AppCDS / AOT thoughts based on CLI app experience

Fri Jun 3 00:30:39 UTC 2022

On 6/2/2022 5:15 PM, Ioi Lam wrote:
> Hi Mike,
>
> I am thrilled to hear that you're happy with CDS. Please see my 
> responses below.
>
> If you have other questions or requests for CDS, please let me know :-)
>
> On 6/1/2022 6:03 AM, Mike Hearn wrote:
>> Hi,
>>
>> It feels like most of the interest in static Java comes from the
>> microservices / functions-as-a-service community. My new company spent
>> the last year creating a developer tool that runs on the JVM (which
>> will be useful for Java developers actually, but what it does is
>> irrelevant here). Internally it's a kind of build system and is thus a
>> large(ish) CLI app in which startup time and throughput are what
>> matter most. We also have a separate internal tool that uses Kotlin
>> scripting to implement a bash-like scripting language, and which is
>> sensitive in the same ways.
>>
>> Today the JVM is often overlooked for writing CLI apps due to startup
>> time, 'lightness' and packaging issues. I figured I'd write down some
>> notes based on our experiences. They cover workflow, performance,
>> implementation costs and security issues. Hopefully it's helpful.
>>
>> 1.
>>
>> I really like AppCDS because:
>>
>> a. It can't break the app so switching it on/off a no-brainer. Unlike
>> native-image/static java, no additional testing overhead is created by
>> it.
>>
>> b. It's effective even without heap snapshotting. We see a ~40%
>> speedup for executing --help
>>
>> c. It's pay-as-you-go. We can use a small archive that's fast to
>> create to accelerate just the most latency sensitive startup paths, or
>> we can use it for the whole app, but ultimately costs are
>> controllable.
>>
>> d. Archives are deterministic. Modern client-side packaging systems
>> support delta updates, and CDS plays nicely with them. GraalVM native
>> images are non-deterministic so every update is going to replace the
>> entire app, which isn't much fun from an update speed or bandwidth
>> consumption perspective.
>>
>> Startup time is dominated by PicoCLI which is a common problem for
>> Java CLI apps. Supposedly the slowest part is building the model of
>> the CLI interface using reflection, so it's a perfect candidate for
>> AppCDS heap snapshotting.  I say supposedly, because I haven't seen
>> concrete evidence that this is actually where the time goes, but it
>> seems like a plausible belief. There's a long standing bug filed to
>> replace reflection with code generation but it's a big job and so
>> nobody did it.
>>
>> Unfortunately the app will ship without using AppCDS. Some workflow
>> issues remain. These can be solved in the app itself, but it'd be nice
>> if the JVM does it.
>>
>> The obvious way to use CDS is to ship an archive with the app.
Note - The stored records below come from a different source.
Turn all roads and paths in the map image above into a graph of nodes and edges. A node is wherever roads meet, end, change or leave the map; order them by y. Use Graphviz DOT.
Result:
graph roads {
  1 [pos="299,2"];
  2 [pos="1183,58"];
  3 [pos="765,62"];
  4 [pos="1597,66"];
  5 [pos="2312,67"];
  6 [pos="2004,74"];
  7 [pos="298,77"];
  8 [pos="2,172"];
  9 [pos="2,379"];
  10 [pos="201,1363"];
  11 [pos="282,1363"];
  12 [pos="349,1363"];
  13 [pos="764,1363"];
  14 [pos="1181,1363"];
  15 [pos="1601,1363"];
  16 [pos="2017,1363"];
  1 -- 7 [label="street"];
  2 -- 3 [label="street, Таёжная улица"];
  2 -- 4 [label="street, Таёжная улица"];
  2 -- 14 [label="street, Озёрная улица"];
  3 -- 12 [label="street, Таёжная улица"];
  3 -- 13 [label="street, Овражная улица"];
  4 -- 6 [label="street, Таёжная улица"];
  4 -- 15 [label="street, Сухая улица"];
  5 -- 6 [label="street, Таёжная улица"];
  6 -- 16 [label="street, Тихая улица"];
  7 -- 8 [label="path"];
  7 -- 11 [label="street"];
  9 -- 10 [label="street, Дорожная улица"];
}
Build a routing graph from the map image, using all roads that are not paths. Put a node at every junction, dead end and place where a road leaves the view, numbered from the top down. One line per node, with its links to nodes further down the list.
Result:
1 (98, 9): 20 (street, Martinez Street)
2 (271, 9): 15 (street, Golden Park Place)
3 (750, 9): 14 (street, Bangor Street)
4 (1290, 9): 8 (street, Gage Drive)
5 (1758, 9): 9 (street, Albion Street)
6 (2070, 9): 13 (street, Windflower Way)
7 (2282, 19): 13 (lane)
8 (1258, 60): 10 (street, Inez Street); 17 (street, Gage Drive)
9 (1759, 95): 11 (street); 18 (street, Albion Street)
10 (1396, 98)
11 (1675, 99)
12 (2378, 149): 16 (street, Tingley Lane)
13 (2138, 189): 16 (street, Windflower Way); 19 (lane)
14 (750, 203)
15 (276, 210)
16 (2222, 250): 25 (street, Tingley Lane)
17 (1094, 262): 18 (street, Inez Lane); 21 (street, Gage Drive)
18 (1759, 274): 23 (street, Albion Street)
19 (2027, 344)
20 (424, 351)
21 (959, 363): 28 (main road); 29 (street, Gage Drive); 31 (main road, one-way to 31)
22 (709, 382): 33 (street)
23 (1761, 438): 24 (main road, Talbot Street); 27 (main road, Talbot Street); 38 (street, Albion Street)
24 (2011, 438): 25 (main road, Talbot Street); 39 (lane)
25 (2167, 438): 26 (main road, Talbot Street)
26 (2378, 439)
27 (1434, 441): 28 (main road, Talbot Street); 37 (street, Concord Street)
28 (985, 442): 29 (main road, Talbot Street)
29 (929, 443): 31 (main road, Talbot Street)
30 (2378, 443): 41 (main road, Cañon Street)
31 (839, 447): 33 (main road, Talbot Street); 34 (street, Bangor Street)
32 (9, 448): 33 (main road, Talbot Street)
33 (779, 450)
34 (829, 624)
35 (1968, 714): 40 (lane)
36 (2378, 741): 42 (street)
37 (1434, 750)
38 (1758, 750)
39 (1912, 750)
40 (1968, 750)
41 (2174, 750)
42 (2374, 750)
We
>> might do this as a first iteration, but longer term don't want to for
>> two reasons:
>>
>> a. The archive can get huge.
>> b. Signature verification penalties on macOS (see below).
>>
>> For just making --help and similar short commands faster size isn't so
>> bad (~6-10mb for us), but if it's used for a whole execution the
>> archive size for a standard run is nearly the same as total bytecode
>> size of the app. As more stuff gets cached this will get worse.
>> Download size might not matter much for this particular app, but as a
>> general principle it does. So a nice improvement would be to generate
>> it client side.
>>
>> CDS files are caches and different platforms have different
>> conventions for where those go. The JVM doesn't know about those
>> conventions but our app does, so we'd need our custom native code
>> launcher (which exists anyway for other reasons) to set the right
>> paths for CDS.
>>
>> Then you have to pick the right flags depending on whether the CDS
>> file exists or not. I follow CDS related changes and believe this is
>> fixed in latest Java versions but maybe (?) not released yet.
>
> Which version of Java are you using?
>
> Since JDK 11, the default value of -Xshare is set to -Xshare:auto, so 
> you can always do this:
>
> $ java -XX:SharedArchiveFile=nosuch.jsa -version
> java version "11" 2018-09-25
> Java(TM) SE Runtime Environment 18.9 (build 11+28)
> Java HotSpot(TM) 64-Bit Server VM 18.9 (build 11+28, mixed mode)
>
> If the file exists, it will be used automatically. Otherwise the VM 
> will silently ignore the archive.
>
> Since JDK 17, a default CDS archive is shipped with the JDK. So you 
> will at least get some performance benefits of CDS for the built-in 
> classes.
>
> With the upcoming JDK 19, we have implemented a new feature (See 
> JDK-8261455) to automatically create the CDS archive. Here's an 
> example (I am using Javac because it's convenient, but you need to 
> quote the JVM parameters with -J):
>
> $ javac -J-XX:+AutoCreateSharedArchive 
> -J-XX:SharedArchiveFile=javac.jsa HelloWorld.java
>
> javac.jsa will be automatically created if it doesn't exist, or if 
> it's not compatible with the JVM (e.g., if you have upgraded to a 
> newer JDK).
>
> In this case, the total elapsed time is improved from about 522ms 
> (with default CDS archive) to 330ms (auto-generated archive).
>
>
>> Even once that's fixed it's not quite obvious that we'd use it. The
>> JVM runs much slower when dumping a dynamic CDS archive and the first
>> run is when first impressions are made. Whilst for cloud stuff this is
>> a matter of (artificially?) expensive resources, for CLI apps it's
>> about more subjective things like feeling snappy. One idea is to delay
>> dumping a CDS archive until after the first run is exiting, so it
>> doesn't get in the way. The first run wouldn't benefit from the
>> archive which is a pity (except on Linux where the package managers
>> make it easy to run code post-install), but it at least wouldn't be
>> slowed down by creating it either. The native launcher can schedule
>> this. Alternatively there could be a brief pause on first run when the
>> user is told explicitly that the app is optimizing itself, but how
>> feasible that is depends very much on dump speed. Finally we could
>> ship a small archive that only covers startup, and then in parallel
>> make a dump of a full run in the background.
>
> The dynamic CDS dumping happens when the JVM exits. We could ... (just 
> throwing half-baked ideas) spawn a new daemon subprocess to do the 
> dumping, while the main JVM process exits. So to the user there's no 
> penalty.
>
>
>> Speaking of which, there's a need for some protocol to drive an app
>> through a representative 'trial run'. Whether it's generating the
>> class list or the archive itself, it could be as simple as an
>> alternative static method that sits next to main.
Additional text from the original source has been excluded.